Calculating New Values

Overview

Teaching: 5 min
Exercises: 5 min
Questions
  • How can I calculate new values on the fly?

Objectives
  • Write queries that calculate new values for each selected record.

After carefully re-reading the expedition logs, we realize that the radiation measurements they report may need to be corrected upward by 5%. Rather than modifying the stored data, we can do this calculation on the fly as part of our query:

SELECT 1.05 * reading FROM Survey WHERE quant = 'rad';
1.05 * reading
10.311
8.19
8.8305
7.581
4.5675
2.2995
1.533
11.8125

When we run the query, the expression 1.05 * reading is evaluated for each row. Expressions can use any of the fields, all of usual arithmetic operators, and a variety of common functions. (Exactly which ones depends on which database manager is being used.) For example, we can convert temperature readings from Fahrenheit to Celsius and round to two decimal places:

SELECT visited_id, round(5 * (reading - 32) / 9, 2) FROM Survey WHERE quant = 'temp';
visited_id round(5*(reading-32)/9, 2)
734 -29.72
735 -32.22
751 -28.06
752 -26.67

As you can see from this example, though, the string describing our new field (generated from the equation) can become quite unwieldy. SQL allows us to rename our fields, any field for that matter, whether it was calculated or one of the existing fields in our database, for succinctness and clarity. For example, we could write the previous query as:

SELECT visited_id, round(5 * (reading - 32) / 9, 2) as Celsius FROM Survey WHERE quant = 'temp';
visited_id Celsius
734 -29.72
735 -32.22
751 -28.06
752 -26.67

We can also combine values from different fields, for example by using the string concatenation operator ||:

SELECT personal || ' ' || family FROM Person;
personal   ’ ‘   family
William Dyer        
Frank Pabodie        
Anderson Lake        
Valentina Roerich        
Frank Danforth        

Fixing Salinity Readings

After further reading, we realize that Valentina Roerich was reporting salinity as percentages. Write a query that returns all of her salinity measurements from the Survey table with the values divided by 100.

Solution

SELECT visited_id, reading / 100 FROM Survey WHERE person_id = 'roe' AND quant = 'sal';
visited_id reading / 100
752 0.416
837 0.225

Unions

The UNION operator combines the results of two queries:

SELECT * FROM Person WHERE id = 'dyer' UNION SELECT * FROM Person WHERE id = 'roe';
id personal family
dyer William Dyer
roe Valentina Roerich

The UNION ALL command is equivalent to the UNION operator, except that UNION ALL will select all values. The difference is that UNION ALL will not eliminate duplicate rows. Instead, UNION ALL pulls all rows from the query specifics and combines them into a table. The UNION command does a SELECT DISTINCT on the results set. If all the records to be returned are unique from your union, use UNION ALL instead, it gives faster results since it skips the DISTINCT step. For this section, we shall use UNION.

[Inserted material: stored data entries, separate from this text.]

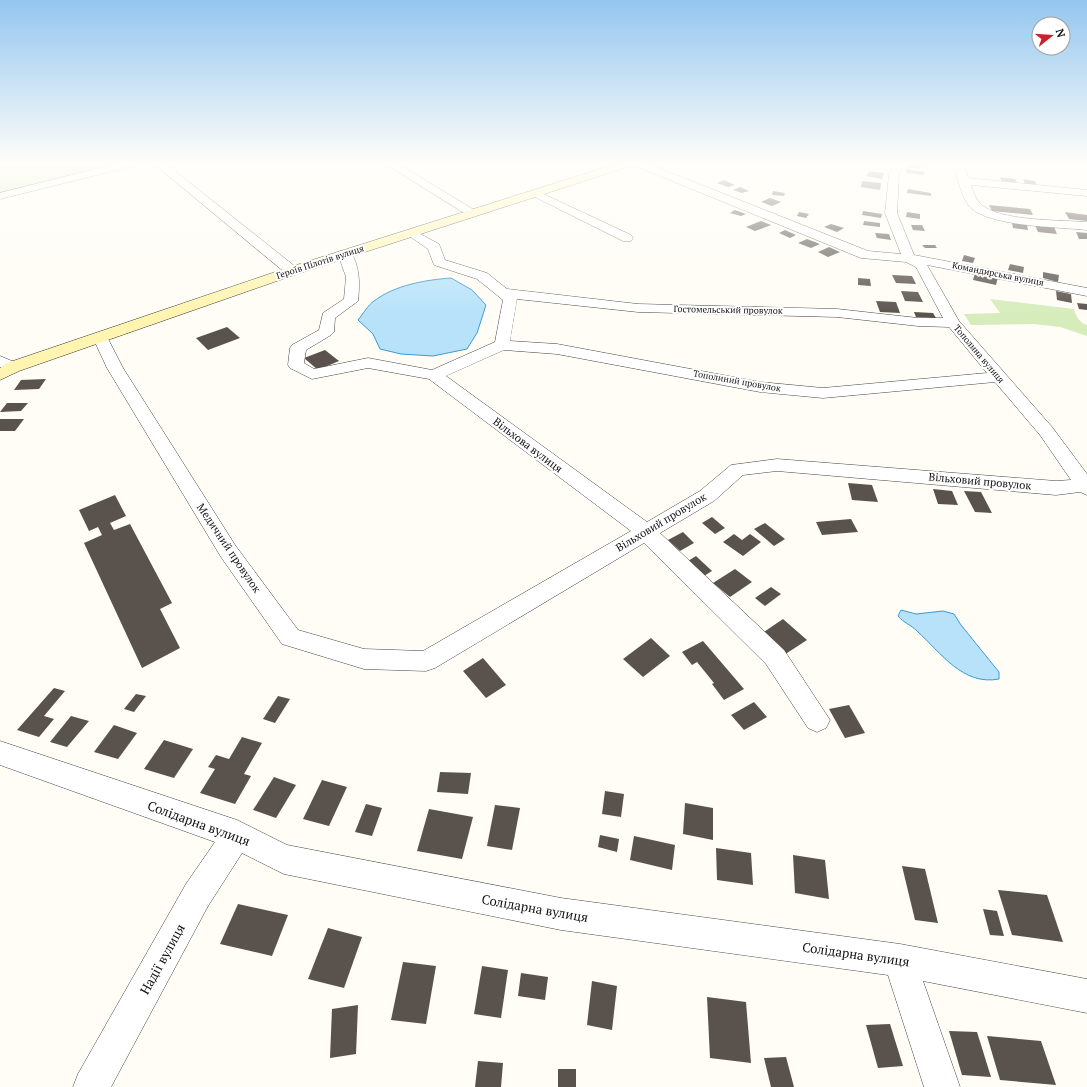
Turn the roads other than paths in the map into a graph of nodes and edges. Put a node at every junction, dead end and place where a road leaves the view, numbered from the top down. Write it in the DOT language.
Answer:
graph roads {
  1 [pos="221,214"];
  2 [pos="471,214"];
  3 [pos="577,214"];
  4 [pos="763,214"];
  5 [pos="892,214"];
  6 [pos="988,214"];
  7 [pos="1087,226"];
  8 [pos="411,233"];
  9 [pos="627,238"];
  10 [pos="344,254"];
  11 [pos="909,258"];
  12 [pos="292,271"];
  13 [pos="1087,292"];
  14 [pos="503,293"];
  15 [pos="953,323"];
  16 [pos="100,338"];
  17 [pos="502,345"];
  18 [pos="4,368"];
  19 [pos="434,375"];
  20 [pos="998,377"];
  21 [pos="1086,487"];
  22 [pos="646,532"];
  23 [pos="426,661"];
  24 [pos="817,720"];
  25 [pos="0,753"];
  26 [pos="237,835"];
  27 [pos="900,960"];
  28 [pos="1087,996"];
  29 [pos="91,1087"];
  30 [pos="942,1087"];
  1 -- 12 [label="street"];
  2 -- 8 [label="street, Героїв Пілотів вулиця"];
  3 -- 9 [label="street"];
  4 -- 11 [label="street, Командирська вулиця"];
  5 -- 11 [label="street, Тополина вулиця"];
  6 -- 7 [label="street"];
  8 -- 10 [label="street, Героїв Пілотів вулиця"];
  8 -- 14 [label="street"];
  10 -- 12 [label="street, Героїв Пілотів вулиця"];
  10 -- 19 [label="street, Вільхова вулиця"];
  11 -- 13 [label="street, Командирська вулиця"];
  11 -- 15 [label="street, Тополина вулиця"];
  12 -- 16 [label="street, Героїв Пілотів вулиця"];
  14 -- 15 [label="street, Гостомельський провулок"];
  14 -- 17 [label="street"];
  15 -- 20 [label="street, Тополина вулиця"];
  16 -- 18 [label="street, Героїв Пілотів вулиця"];
  16 -- 23 [label="street, Медичний провулок"];
  17 -- 19 [label="street"];
  17 -- 20 [label="street, Тополиний провулок"];
  19 -- 22 [label="street, Вільхова вулиця"];
  20 -- 21 [label="street, Тополина вулиця"];
  21 -- 22 [label="street, Вільховий провулок"];
  22 -- 23 [label="street, Вільховий провулок"];
  22 -- 24 [label="street, Вільхова вулиця"];
  25 -- 26 [label="street, Солідарна вулиця"];
  26 -- 27 [label="street, Солідарна вулиця"];
  26 -- 29 [label="street, Надії вулиця"];
  27 -- 28 [label="street, Солідарна вулиця"];
  27 -- 30 [label="street"];
}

Use UNION to create a consolidated list of salinity measurements in which Valentina Roerich’s, and only Valentina’s, have been corrected as described in the previous challenge. The output should be something like:

visited_id reading
619 0.13
622 0.09
734 0.05
751 0.1
752 0.09
752 0.416
837 0.21
837 0.225

Solution

SELECT visited_id, reading FROM Survey WHERE person_id != 'roe' AND quant = 'sal' UNION SELECT visited_id, reading / 100 FROM Survey WHERE person_id = 'roe' AND quant = 'sal' ORDER BY visited_id ASC;

Selecting Major Site Identifiers

The site identifiers in the Visited table have two parts separated by a ‘-‘:

SELECT DISTINCT site_id FROM Visited;
site_id
DR-1
DR-3
MSK-4

Some major site identifiers (i.e. the letter codes) are two letters long and some are three. The “in string” function instr(X, Y) returns the 1-based index of the first occurrence of string Y in string X, or 0 if Y does not exist in X. The substring function substr(X, I, [L]) returns the substring of X starting at index I, with an optional length L. Use these two functions to produce a list of unique major site identifiers. (For this data, the list should contain only “DR” and “MSK”).

Solution

SELECT DISTINCT substr(site_id, 1, instr(site_id, '-') - 1) AS MajorSite FROM Visited;

Key Points

  • Queries can do the usual arithmetic operations on values.

  • Use UNION to combine the results of two or more queries.